The reply should consist of one number, the count of lines below in which the word "Bertastraße" appears.

---------- WORKING DATA

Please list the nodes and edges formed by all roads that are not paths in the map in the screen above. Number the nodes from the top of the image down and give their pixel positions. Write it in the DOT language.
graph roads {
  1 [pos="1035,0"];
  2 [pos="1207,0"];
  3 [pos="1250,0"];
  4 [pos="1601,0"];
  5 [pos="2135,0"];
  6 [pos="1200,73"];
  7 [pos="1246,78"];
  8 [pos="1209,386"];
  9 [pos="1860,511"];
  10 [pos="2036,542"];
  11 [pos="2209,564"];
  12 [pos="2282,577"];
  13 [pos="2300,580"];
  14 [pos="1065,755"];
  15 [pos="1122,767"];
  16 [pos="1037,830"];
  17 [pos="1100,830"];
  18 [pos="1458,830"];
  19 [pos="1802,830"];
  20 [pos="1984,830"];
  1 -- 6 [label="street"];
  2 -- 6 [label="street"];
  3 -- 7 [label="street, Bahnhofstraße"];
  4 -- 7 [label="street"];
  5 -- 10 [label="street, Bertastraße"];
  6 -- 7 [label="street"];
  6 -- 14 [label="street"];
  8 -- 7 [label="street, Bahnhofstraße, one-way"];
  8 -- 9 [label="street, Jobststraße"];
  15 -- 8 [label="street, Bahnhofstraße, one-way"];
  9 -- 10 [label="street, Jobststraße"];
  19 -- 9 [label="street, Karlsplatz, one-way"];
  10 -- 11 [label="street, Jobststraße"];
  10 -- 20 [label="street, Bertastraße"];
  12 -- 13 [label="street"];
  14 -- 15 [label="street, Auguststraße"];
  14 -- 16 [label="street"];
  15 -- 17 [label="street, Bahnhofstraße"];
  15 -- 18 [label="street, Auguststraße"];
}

--------------------

- _RESULT OF THIS TASK_:
2